▶ _Work to complete_:
Find every line in the records below that holds the word "Blieklaan", and copy each one.

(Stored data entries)
+ + + + + + +
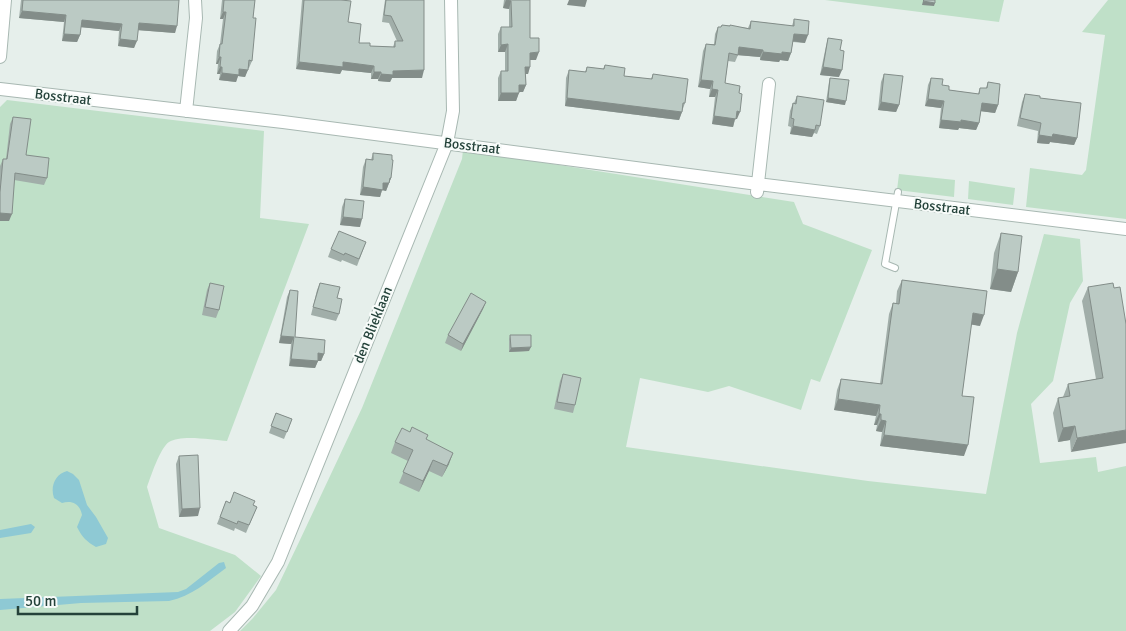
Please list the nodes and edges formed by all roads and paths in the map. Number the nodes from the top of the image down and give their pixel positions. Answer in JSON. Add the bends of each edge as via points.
{"nodes":[{"id":1,"x":5,"y":0,"type":"edge"},
{"id":2,"x":194,"y":0,"type":"edge"},
{"id":3,"x":451,"y":0,"type":"edge"},
{"id":4,"x":0,"y":57,"type":"edge"},
{"id":5,"x":769,"y":84,"type":"dead end"},
{"id":6,"x":0,"y":89,"type":"edge"},
{"id":7,"x":186,"y":111,"type":"junction"},
{"id":8,"x":447,"y":143,"type":"junction"},
{"id":9,"x":757,"y":188,"type":"junction"},
{"id":10,"x":897,"y":197,"type":"junction"},
{"id":11,"x":1126,"y":229,"type":"edge"},
{"id":12,"x":895,"y":268,"type":"dead end"},
{"id":13,"x":229,"y":631,"type":"edge"}],
"edges":[{"from":1,"to":4,"type":"street"},
{"from":2,"to":7,"type":"street","via":[[196,18]]},
{"from":3,"to":8,"type":"street","name":"den Blieklaan","via":[[453,111]]},
{"from":5,"to":9,"type":"street"},
{"from":6,"to":7,"type":"street","name":"Bosstraat"},
{"from":7,"to":8,"type":"street","name":"Bosstraat"},
{"from":8,"to":9,"type":"street","name":"Bosstraat"},
{"from":8,"to":13,"type":"street","name":"den Blieklaan","via":[[278,562],[252,606]]},
{"from":9,"to":10,"type":"street","name":"Bosstraat"},
{"from":10,"to":11,"type":"street","name":"Bosstraat"},
{"from":10,"to":12,"type":"lane","via":[[886,264]]}]}
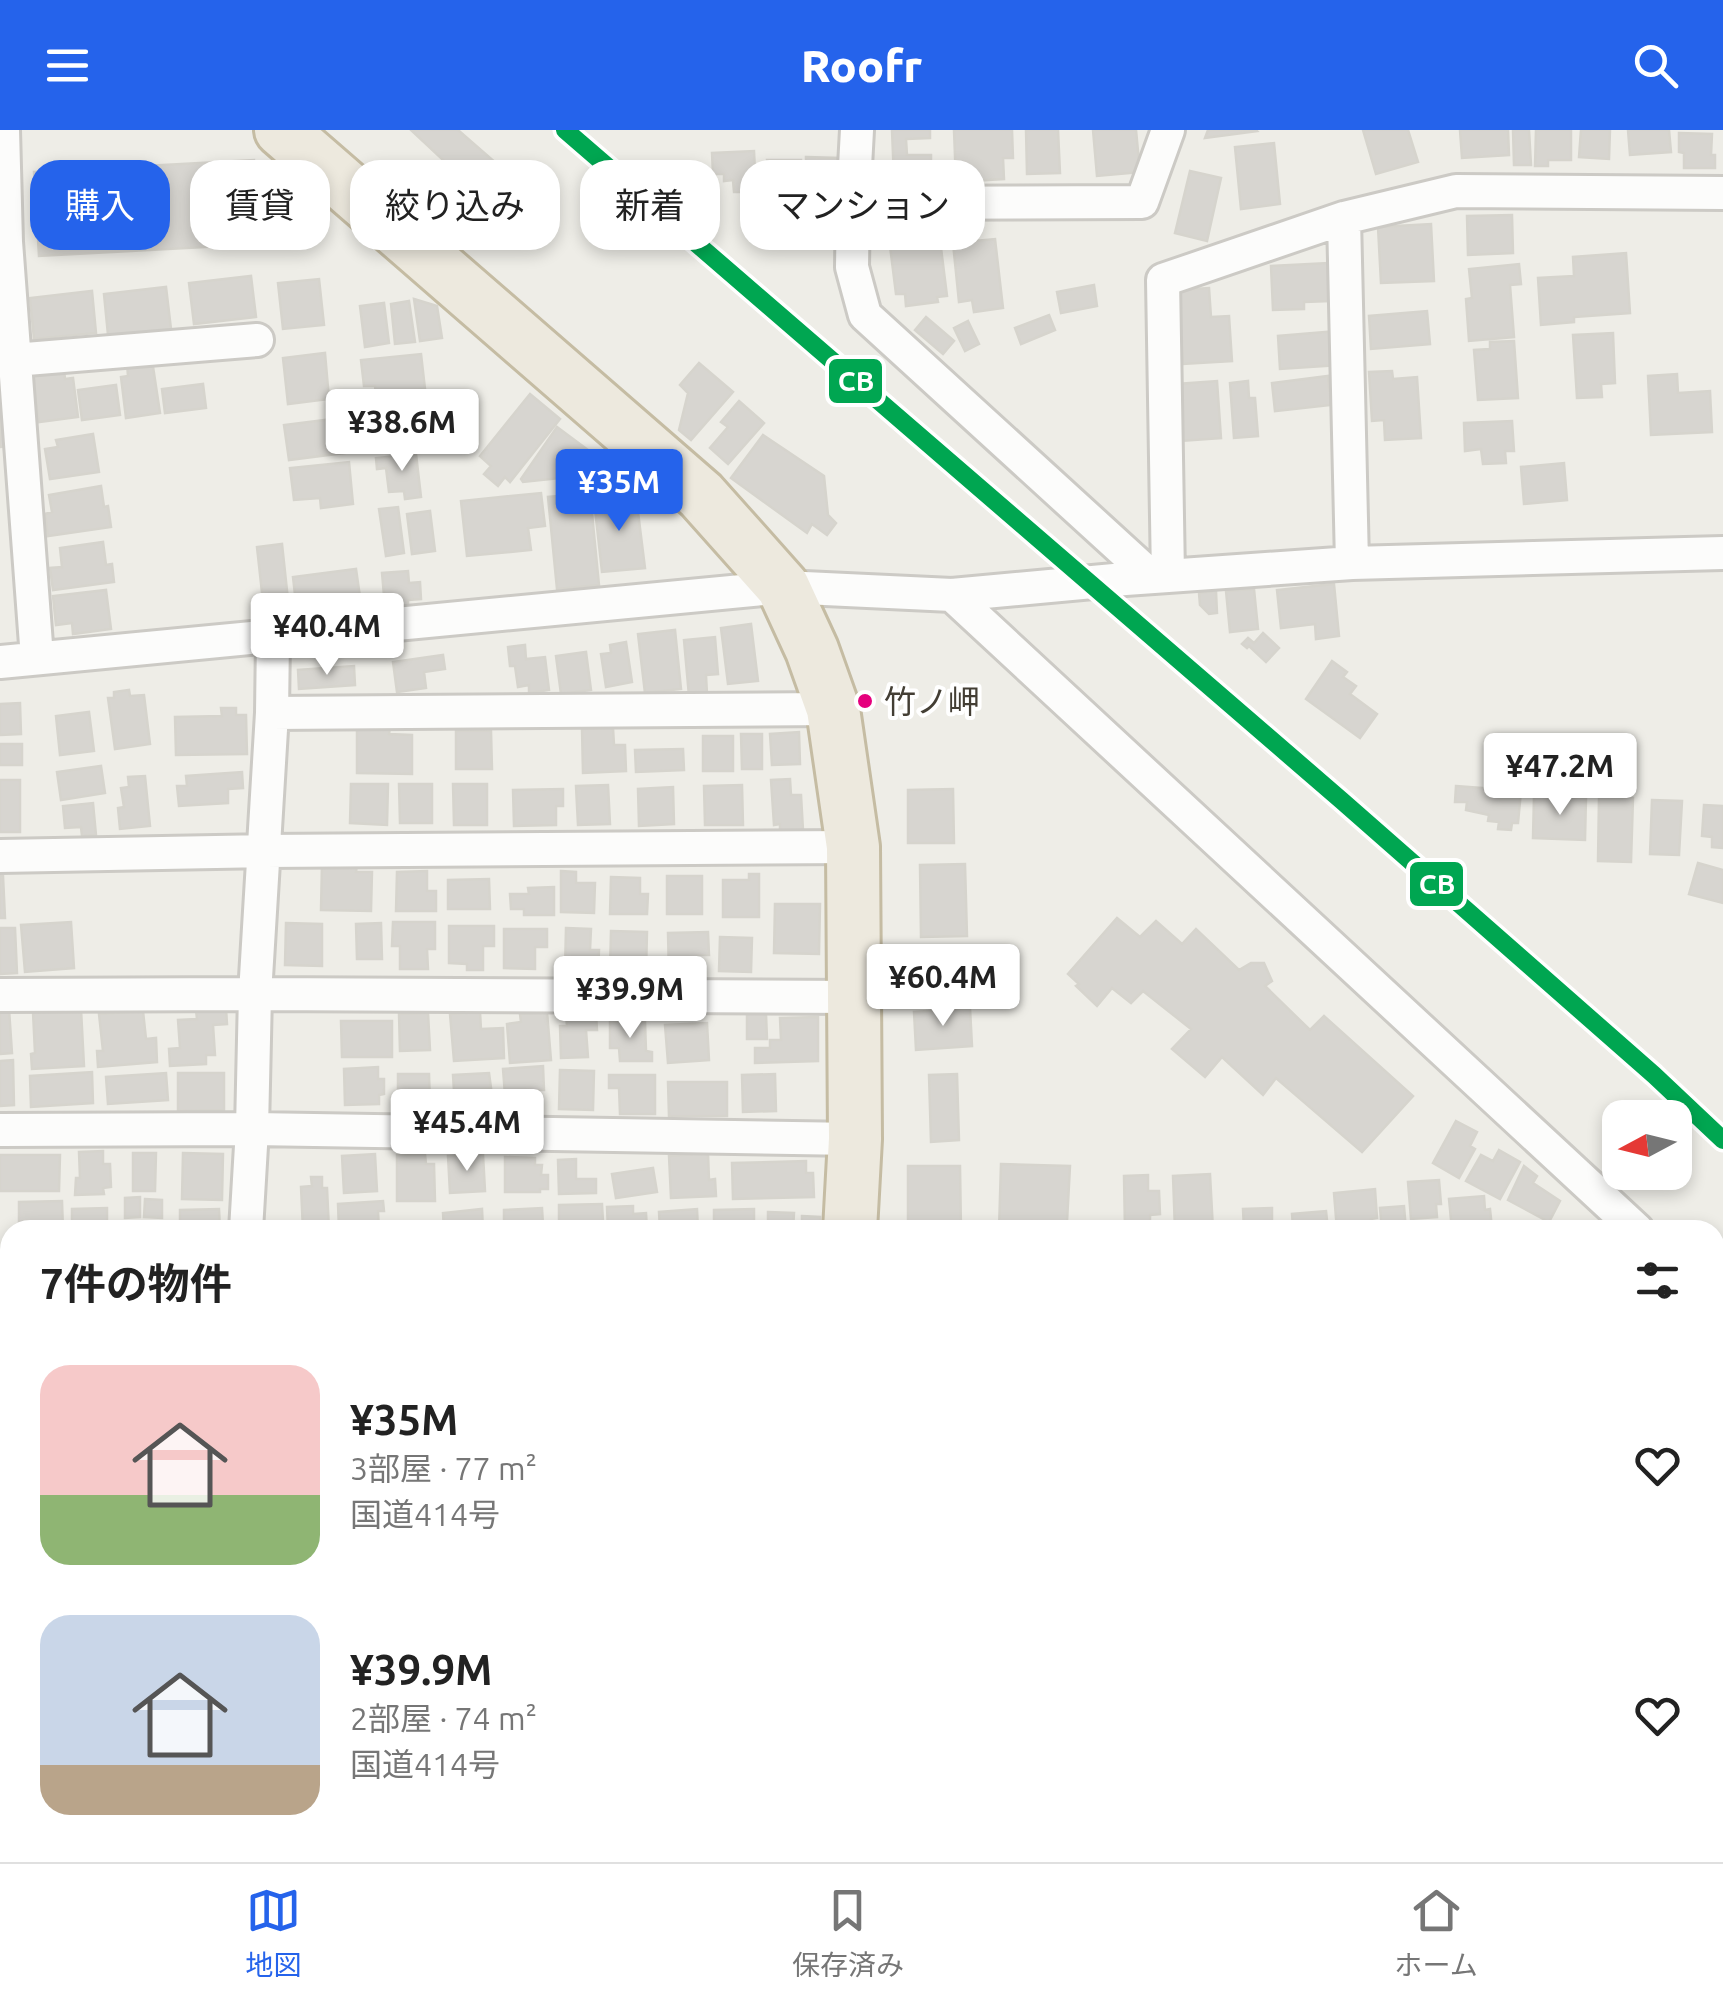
+ + + + + + +
▶ _Response_:
{"from":3,"to":8,"type":"street","name":"den Blieklaan","via":[[453,111]]},
{"from":8,"to":13,"type":"street","name":"den Blieklaan","via":[[278,562],[252,606]]},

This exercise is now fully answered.